» **Task description**
Transcribe the lines below verbatim, skipping the images.

» **Entries provided**
== Segment start ==

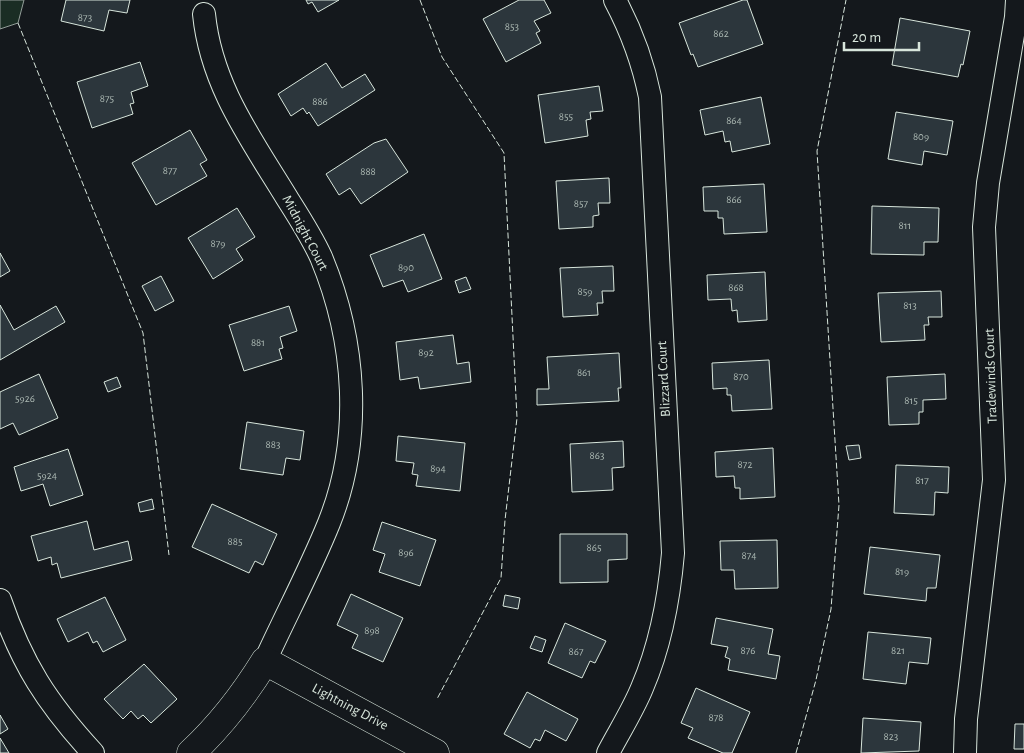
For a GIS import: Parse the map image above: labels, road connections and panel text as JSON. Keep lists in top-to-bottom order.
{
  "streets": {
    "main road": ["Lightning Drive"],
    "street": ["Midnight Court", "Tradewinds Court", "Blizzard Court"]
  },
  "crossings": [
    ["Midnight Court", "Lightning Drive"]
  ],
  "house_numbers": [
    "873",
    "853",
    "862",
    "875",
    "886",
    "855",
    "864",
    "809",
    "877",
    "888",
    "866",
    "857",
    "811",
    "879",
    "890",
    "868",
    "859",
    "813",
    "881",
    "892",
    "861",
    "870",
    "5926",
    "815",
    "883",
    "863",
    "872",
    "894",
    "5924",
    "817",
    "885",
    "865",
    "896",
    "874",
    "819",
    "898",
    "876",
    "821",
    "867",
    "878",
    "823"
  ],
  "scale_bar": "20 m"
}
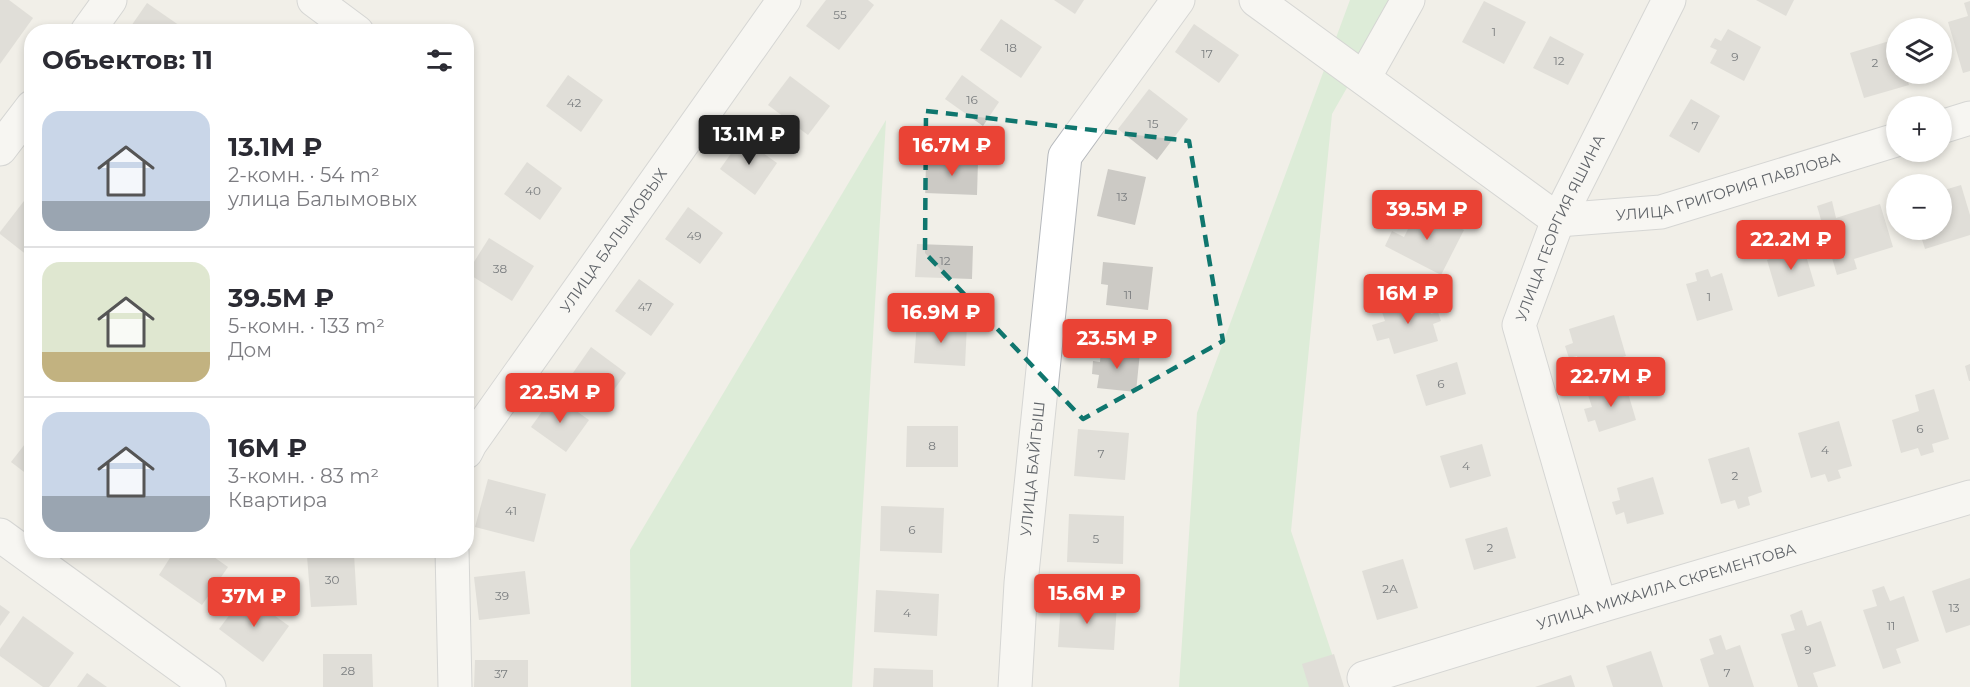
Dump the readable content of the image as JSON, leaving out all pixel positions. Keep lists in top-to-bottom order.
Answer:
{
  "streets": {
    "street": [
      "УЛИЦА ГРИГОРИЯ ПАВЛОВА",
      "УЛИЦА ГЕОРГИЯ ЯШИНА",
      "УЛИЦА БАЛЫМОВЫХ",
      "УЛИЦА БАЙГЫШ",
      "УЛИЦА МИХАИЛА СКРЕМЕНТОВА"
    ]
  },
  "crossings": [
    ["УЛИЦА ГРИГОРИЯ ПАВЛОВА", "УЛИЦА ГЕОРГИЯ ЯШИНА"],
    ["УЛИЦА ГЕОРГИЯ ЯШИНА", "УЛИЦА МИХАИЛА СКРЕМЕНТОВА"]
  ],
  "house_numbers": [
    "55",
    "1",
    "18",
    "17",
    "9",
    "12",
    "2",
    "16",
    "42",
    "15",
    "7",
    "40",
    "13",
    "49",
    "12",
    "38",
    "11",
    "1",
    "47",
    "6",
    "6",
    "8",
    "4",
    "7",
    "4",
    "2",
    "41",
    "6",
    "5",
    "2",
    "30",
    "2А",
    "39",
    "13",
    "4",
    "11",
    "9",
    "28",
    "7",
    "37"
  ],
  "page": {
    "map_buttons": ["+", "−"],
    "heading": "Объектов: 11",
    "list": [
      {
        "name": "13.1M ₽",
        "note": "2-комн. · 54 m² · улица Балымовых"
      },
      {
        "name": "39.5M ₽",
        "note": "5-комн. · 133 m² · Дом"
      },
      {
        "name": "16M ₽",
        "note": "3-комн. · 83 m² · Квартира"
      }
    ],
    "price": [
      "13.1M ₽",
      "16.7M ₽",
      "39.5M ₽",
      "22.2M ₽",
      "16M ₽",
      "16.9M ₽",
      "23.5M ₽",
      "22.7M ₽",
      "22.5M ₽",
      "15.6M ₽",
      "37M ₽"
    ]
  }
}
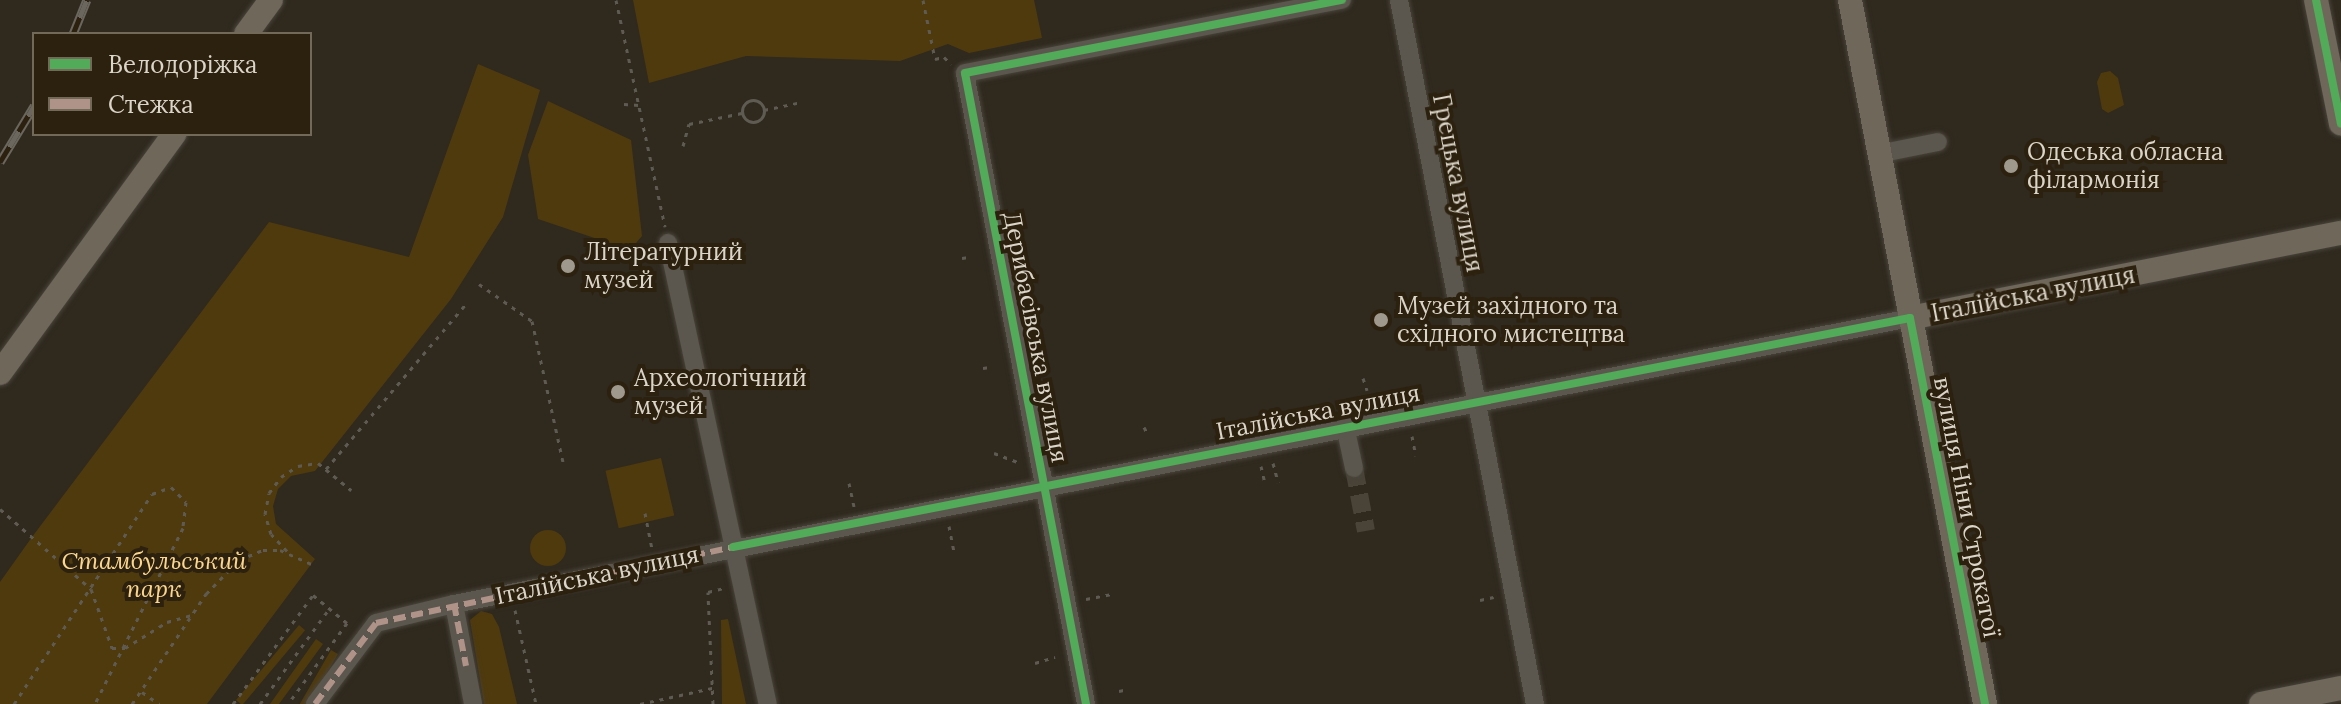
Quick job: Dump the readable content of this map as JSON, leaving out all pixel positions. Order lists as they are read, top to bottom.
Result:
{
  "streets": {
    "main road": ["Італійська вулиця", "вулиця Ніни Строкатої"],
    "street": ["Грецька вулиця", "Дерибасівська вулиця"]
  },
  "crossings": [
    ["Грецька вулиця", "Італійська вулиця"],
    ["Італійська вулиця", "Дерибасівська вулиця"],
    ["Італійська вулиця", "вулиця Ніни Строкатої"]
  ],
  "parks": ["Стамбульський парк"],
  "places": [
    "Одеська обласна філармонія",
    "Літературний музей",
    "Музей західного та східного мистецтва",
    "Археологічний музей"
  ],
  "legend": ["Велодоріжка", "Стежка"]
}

== Segment end ==

» **Your response**
For a GIS import: Parse the map image above: labels, road connections and panel text as JSON. Keep lists in top-to-bottom order.
{
  "streets": {
    "main road": ["Lightning Drive"],
    "street": ["Midnight Court", "Tradewinds Court", "Blizzard Court"]
  },
  "crossings": [
    ["Midnight Court", "Lightning Drive"]
  ],
  "house_numbers": [
    "873",
    "853",
    "862",
    "875",
    "886",
    "855",
    "864",
    "809",
    "877",
    "888",
    "866",
    "857",
    "811",
    "879",
    "890",
    "868",
    "859",
    "813",
    "881",
    "892",
    "861",
    "870",
    "5926",
    "815",
    "883",
    "863",
    "872",
    "894",
    "5924",
    "817",
    "885",
    "865",
    "896",
    "874",
    "819",
    "898",
    "876",
    "821",
    "867",
    "878",
    "823"
  ],
  "scale_bar": "20 m"
}
Dump the readable content of the image as JSON, leaving out all pixel positions. Keep lists in top-to-bottom order.
Answer:
{
  "streets": {
    "street": [
      "УЛИЦА ГРИГОРИЯ ПАВЛОВА",
      "УЛИЦА ГЕОРГИЯ ЯШИНА",
      "УЛИЦА БАЛЫМОВЫХ",
      "УЛИЦА БАЙГЫШ",
      "УЛИЦА МИХАИЛА СКРЕМЕНТОВА"
    ]
  },
  "crossings": [
    ["УЛИЦА ГРИГОРИЯ ПАВЛОВА", "УЛИЦА ГЕОРГИЯ ЯШИНА"],
    ["УЛИЦА ГЕОРГИЯ ЯШИНА", "УЛИЦА МИХАИЛА СКРЕМЕНТОВА"]
  ],
  "house_numbers": [
    "55",
    "1",
    "18",
    "17",
    "9",
    "12",
    "2",
    "16",
    "42",
    "15",
    "7",
    "40",
    "13",
    "49",
    "12",
    "38",
    "11",
    "1",
    "47",
    "6",
    "6",
    "8",
    "4",
    "7",
    "4",
    "2",
    "41",
    "6",
    "5",
    "2",
    "30",
    "2А",
    "39",
    "13",
    "4",
    "11",
    "9",
    "28",
    "7",
    "37"
  ],
  "page": {
    "map_buttons": ["+", "−"],
    "heading": "Объектов: 11",
    "list": [
      {
        "name": "13.1M ₽",
        "note": "2-комн. · 54 m² · улица Балымовых"
      },
      {
        "name": "39.5M ₽",
        "note": "5-комн. · 133 m² · Дом"
      },
      {
        "name": "16M ₽",
        "note": "3-комн. · 83 m² · Квартира"
      }
    ],
    "price": [
      "13.1M ₽",
      "16.7M ₽",
      "39.5M ₽",
      "22.2M ₽",
      "16M ₽",
      "16.9M ₽",
      "23.5M ₽",
      "22.7M ₽",
      "22.5M ₽",
      "15.6M ₽",
      "37M ₽"
    ]
  }
}
Quick job: Dump the readable content of this map as JSON, leaving out all pixel positions. Order lists as they are read, top to bottom.
Result:
{
  "streets": {
    "main road": ["Італійська вулиця", "вулиця Ніни Строкатої"],
    "street": ["Грецька вулиця", "Дерибасівська вулиця"]
  },
  "crossings": [
    ["Грецька вулиця", "Італійська вулиця"],
    ["Італійська вулиця", "Дерибасівська вулиця"],
    ["Італійська вулиця", "вулиця Ніни Строкатої"]
  ],
  "parks": ["Стамбульський парк"],
  "places": [
    "Одеська обласна філармонія",
    "Літературний музей",
    "Музей західного та східного мистецтва",
    "Археологічний музей"
  ],
  "legend": ["Велодоріжка", "Стежка"]
}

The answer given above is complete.